[WHAT IS BEING ASKED]: All of the entries need to be written out again, exactly as they are.
***** INFORMATION SHOWN
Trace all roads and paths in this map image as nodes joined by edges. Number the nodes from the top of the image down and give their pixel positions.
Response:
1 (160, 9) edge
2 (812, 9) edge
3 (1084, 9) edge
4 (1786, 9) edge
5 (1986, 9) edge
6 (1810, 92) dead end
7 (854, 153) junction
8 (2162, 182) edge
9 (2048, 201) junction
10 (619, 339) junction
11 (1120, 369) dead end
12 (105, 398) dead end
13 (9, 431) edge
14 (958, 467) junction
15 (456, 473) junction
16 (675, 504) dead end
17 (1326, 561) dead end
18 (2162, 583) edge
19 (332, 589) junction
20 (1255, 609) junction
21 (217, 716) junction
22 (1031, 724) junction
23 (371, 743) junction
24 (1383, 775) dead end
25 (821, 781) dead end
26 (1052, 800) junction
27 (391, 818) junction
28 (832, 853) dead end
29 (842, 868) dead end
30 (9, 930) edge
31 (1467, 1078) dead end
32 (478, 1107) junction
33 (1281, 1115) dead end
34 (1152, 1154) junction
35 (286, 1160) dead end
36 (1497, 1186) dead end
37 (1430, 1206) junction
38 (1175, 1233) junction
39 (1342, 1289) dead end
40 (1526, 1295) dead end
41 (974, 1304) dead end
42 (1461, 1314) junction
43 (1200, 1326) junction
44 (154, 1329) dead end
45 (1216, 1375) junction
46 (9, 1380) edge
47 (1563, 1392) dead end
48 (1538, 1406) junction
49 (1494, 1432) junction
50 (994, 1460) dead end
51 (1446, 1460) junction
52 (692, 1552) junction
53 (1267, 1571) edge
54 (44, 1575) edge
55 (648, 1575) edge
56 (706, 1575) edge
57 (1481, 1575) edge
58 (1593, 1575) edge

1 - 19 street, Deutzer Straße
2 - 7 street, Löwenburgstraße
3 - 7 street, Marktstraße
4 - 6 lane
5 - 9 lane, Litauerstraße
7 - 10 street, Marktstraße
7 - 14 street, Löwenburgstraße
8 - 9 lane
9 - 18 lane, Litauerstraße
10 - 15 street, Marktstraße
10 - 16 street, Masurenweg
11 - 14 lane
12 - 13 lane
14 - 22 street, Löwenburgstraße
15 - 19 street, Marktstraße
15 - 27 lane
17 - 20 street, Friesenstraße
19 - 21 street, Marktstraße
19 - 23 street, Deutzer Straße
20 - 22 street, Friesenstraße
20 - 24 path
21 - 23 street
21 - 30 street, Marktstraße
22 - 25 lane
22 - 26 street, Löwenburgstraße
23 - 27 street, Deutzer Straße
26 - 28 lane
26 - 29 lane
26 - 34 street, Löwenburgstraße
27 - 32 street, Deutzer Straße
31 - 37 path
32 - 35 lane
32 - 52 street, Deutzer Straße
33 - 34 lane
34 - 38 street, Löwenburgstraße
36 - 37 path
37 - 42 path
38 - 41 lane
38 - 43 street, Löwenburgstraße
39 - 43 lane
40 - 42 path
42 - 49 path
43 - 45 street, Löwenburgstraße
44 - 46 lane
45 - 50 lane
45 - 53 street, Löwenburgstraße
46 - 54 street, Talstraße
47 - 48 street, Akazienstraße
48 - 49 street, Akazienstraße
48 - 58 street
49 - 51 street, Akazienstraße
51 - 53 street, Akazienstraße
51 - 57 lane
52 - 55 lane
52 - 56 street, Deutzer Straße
**********
[THE COMPLETED TASK]:
Trace all roads and paths in this map image as nodes joined by edges. Number the nodes from the top of the image down and give their pixel positions.
Response:
1 (160, 9) edge
2 (812, 9) edge
3 (1084, 9) edge
4 (1786, 9) edge
5 (1986, 9) edge
6 (1810, 92) dead end
7 (854, 153) junction
8 (2162, 182) edge
9 (2048, 201) junction
10 (619, 339) junction
11 (1120, 369) dead end
12 (105, 398) dead end
13 (9, 431) edge
14 (958, 467) junction
15 (456, 473) junction
16 (675, 504) dead end
17 (1326, 561) dead end
18 (2162, 583) edge
19 (332, 589) junction
20 (1255, 609) junction
21 (217, 716) junction
22 (1031, 724) junction
23 (371, 743) junction
24 (1383, 775) dead end
25 (821, 781) dead end
26 (1052, 800) junction
27 (391, 818) junction
28 (832, 853) dead end
29 (842, 868) dead end
30 (9, 930) edge
31 (1467, 1078) dead end
32 (478, 1107) junction
33 (1281, 1115) dead end
34 (1152, 1154) junction
35 (286, 1160) dead end
36 (1497, 1186) dead end
37 (1430, 1206) junction
38 (1175, 1233) junction
39 (1342, 1289) dead end
40 (1526, 1295) dead end
41 (974, 1304) dead end
42 (1461, 1314) junction
43 (1200, 1326) junction
44 (154, 1329) dead end
45 (1216, 1375) junction
46 (9, 1380) edge
47 (1563, 1392) dead end
48 (1538, 1406) junction
49 (1494, 1432) junction
50 (994, 1460) dead end
51 (1446, 1460) junction
52 (692, 1552) junction
53 (1267, 1571) edge
54 (44, 1575) edge
55 (648, 1575) edge
56 (706, 1575) edge
57 (1481, 1575) edge
58 (1593, 1575) edge

1 - 19 street, Deutzer Straße
2 - 7 street, Löwenburgstraße
3 - 7 street, Marktstraße
4 - 6 lane
5 - 9 lane, Litauerstraße
7 - 10 street, Marktstraße
7 - 14 street, Löwenburgstraße
8 - 9 lane
9 - 18 lane, Litauerstraße
10 - 15 street, Marktstraße
10 - 16 street, Masurenweg
11 - 14 lane
12 - 13 lane
14 - 22 street, Löwenburgstraße
15 - 19 street, Marktstraße
15 - 27 lane
17 - 20 street, Friesenstraße
19 - 21 street, Marktstraße
19 - 23 street, Deutzer Straße
20 - 22 street, Friesenstraße
20 - 24 path
21 - 23 street
21 - 30 street, Marktstraße
22 - 25 lane
22 - 26 street, Löwenburgstraße
23 - 27 street, Deutzer Straße
26 - 28 lane
26 - 29 lane
26 - 34 street, Löwenburgstraße
27 - 32 street, Deutzer Straße
31 - 37 path
32 - 35 lane
32 - 52 street, Deutzer Straße
33 - 34 lane
34 - 38 street, Löwenburgstraße
36 - 37 path
37 - 42 path
38 - 41 lane
38 - 43 street, Löwenburgstraße
39 - 43 lane
40 - 42 path
42 - 49 path
43 - 45 street, Löwenburgstraße
44 - 46 lane
45 - 50 lane
45 - 53 street, Löwenburgstraße
46 - 54 street, Talstraße
47 - 48 street, Akazienstraße
48 - 49 street, Akazienstraße
48 - 58 street
49 - 51 street, Akazienstraße
51 - 53 street, Akazienstraße
51 - 57 lane
52 - 55 lane
52 - 56 street, Deutzer Straße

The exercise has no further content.